One explanation for eating dairy on Shavuot is that when the Israelites received the Torah at Sinai, they were not yet prepared to keep the strict laws surrounding meat. These included detailed requirements governing which animals are kosher, how animals must be slaughtered according to the laws of shechita, how blood must be removed, which utensils must be used, and the separation of milk and meat.
In addition to kosher dietary laws, the Israelites were also commanded to uphold tza’ar baalei chayim (preventing animal suffering) and bal tashchit (the prohibition against waste and needless destruction).
Taken together, these laws teach us that eating meat is not to be taken lightly. The mitzvot surrounding meat are not merely technical regulations. As Rambam explains, the mitzvot are given le’tzaref et habriyot — to refine human beings morally and spiritually. The Torah’s many restrictions surrounding meat seem designed to cultivate restraint, reverence, compassion, and self-control.
And perhaps that is exactly why the tradition of eating dairy on Shavuot is so striking. At the very moment we commemorate receiving the Torah – a moment of heightened moral and spiritual awareness – we symbolically step back from eating meat, the food most heavily regulated by moral and halachic responsibility.
That tension raises a question we rarely ask directly: what does it mean to treat meat with the seriousness the Torah demands?
In earlier generations, the question hardly needed asking. Meat was less available, expensive, and typically reserved for Shabbat, holidays, and other celebrations.
But in modern affluent societies shaped by abundance and consumer culture, meat is produced and eaten in quantities unimaginable to earlier generations. According to FAOSTAT data compiled by Our World in Data, Israel and the United States each supply roughly 100 kilograms (220 pounds) of meat per person annually in their food supply — more than double the global average.
When the Torah surrounds meat consumption with restraint and moral seriousness, and otherwise observant Jews – who make blessings before and after eating – struggle to resist the excess and waste encouraged by affluent societies, then we are facing a moral problem – even greater than many realize.
First, let’s talk about waste. The Food and Agriculture Organization (FAO) estimates that over 30% of all food produced globally is either lost or wasted, much of it in affluent countries at the retail and consumer level. Since kosher meat and cheese are expensive, one might assume that kosher-observant Jews waste less animal food products than the broader society, but Jewish communal events tell a different story.
When our simchot (celebrations) feature buffets, adults and children alike pile their plates with more food than they need and sometimes more than they can realistically eat, out of excitement or concern that there will not be enough for themselves or their families. At sit-down dinners, guests fill themselves with appetizers before the oversized main course arrives. Hosts trying to honor guests with abundance often spend their money on enormous quantities of food – including large amounts of meat – that ultimately end up in the garbage.
Notably, food can be technically kosher, while the way it is produced or consumed may still involve excess, wastefulness, and moral carelessness. When abundance is paired with a lack of restraint, we risk preserving the ritual form of the mitzvot while losing sight of the values they were meant to cultivate.

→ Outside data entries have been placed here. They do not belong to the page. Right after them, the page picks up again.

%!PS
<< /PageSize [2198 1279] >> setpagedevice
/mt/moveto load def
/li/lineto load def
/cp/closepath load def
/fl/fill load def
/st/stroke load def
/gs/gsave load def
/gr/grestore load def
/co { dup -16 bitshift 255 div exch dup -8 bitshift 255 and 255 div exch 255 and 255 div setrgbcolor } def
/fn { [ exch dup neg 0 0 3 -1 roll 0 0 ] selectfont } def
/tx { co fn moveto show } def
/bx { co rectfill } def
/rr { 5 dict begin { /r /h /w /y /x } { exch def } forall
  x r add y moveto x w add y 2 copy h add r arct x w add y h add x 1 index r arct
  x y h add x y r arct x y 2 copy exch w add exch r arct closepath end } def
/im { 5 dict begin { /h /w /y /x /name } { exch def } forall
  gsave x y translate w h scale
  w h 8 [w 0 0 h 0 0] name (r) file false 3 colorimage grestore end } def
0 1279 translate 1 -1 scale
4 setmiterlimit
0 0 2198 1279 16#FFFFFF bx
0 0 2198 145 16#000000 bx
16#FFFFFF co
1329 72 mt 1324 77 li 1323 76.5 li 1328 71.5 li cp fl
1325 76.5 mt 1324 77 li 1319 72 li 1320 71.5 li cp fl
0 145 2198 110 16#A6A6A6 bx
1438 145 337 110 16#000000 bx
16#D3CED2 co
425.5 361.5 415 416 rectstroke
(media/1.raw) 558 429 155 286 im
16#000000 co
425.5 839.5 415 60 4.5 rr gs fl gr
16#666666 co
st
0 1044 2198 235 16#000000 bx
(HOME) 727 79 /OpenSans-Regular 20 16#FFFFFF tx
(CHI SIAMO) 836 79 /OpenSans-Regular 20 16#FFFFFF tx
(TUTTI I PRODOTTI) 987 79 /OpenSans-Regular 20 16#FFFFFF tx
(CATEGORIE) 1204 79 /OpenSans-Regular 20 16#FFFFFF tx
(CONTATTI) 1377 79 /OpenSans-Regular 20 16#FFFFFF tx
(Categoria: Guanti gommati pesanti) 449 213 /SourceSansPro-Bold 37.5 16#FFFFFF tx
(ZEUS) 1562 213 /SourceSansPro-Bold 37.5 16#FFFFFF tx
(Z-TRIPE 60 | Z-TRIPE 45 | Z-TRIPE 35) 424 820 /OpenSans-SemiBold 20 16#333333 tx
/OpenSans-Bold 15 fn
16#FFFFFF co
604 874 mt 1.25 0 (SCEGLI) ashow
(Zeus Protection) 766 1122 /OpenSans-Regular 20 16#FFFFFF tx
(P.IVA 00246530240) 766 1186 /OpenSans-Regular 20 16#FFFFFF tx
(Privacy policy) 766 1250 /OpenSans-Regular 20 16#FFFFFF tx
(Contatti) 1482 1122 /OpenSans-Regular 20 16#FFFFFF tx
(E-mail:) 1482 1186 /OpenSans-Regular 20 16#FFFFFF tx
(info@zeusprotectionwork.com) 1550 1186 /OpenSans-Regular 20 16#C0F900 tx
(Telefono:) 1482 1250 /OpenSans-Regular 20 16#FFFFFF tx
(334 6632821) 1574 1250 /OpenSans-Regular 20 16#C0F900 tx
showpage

According to Jewish tradition, food has a spiritual purpose. When we use food properly, it gives us strength to follow the commandments and live meaningful lives, thereby elevating the physical world. But when meat is casually discarded, all of the resources, labor, animal life, and halachic care invested in it become mere waste.
The Torah warns us against bal tashchit, the prohibition against needless destruction and waste. Throwing away meat is not merely being careless. The act involves taking a precious creation that requires extraordinary amounts of life and resources to produce and treating it as disposable.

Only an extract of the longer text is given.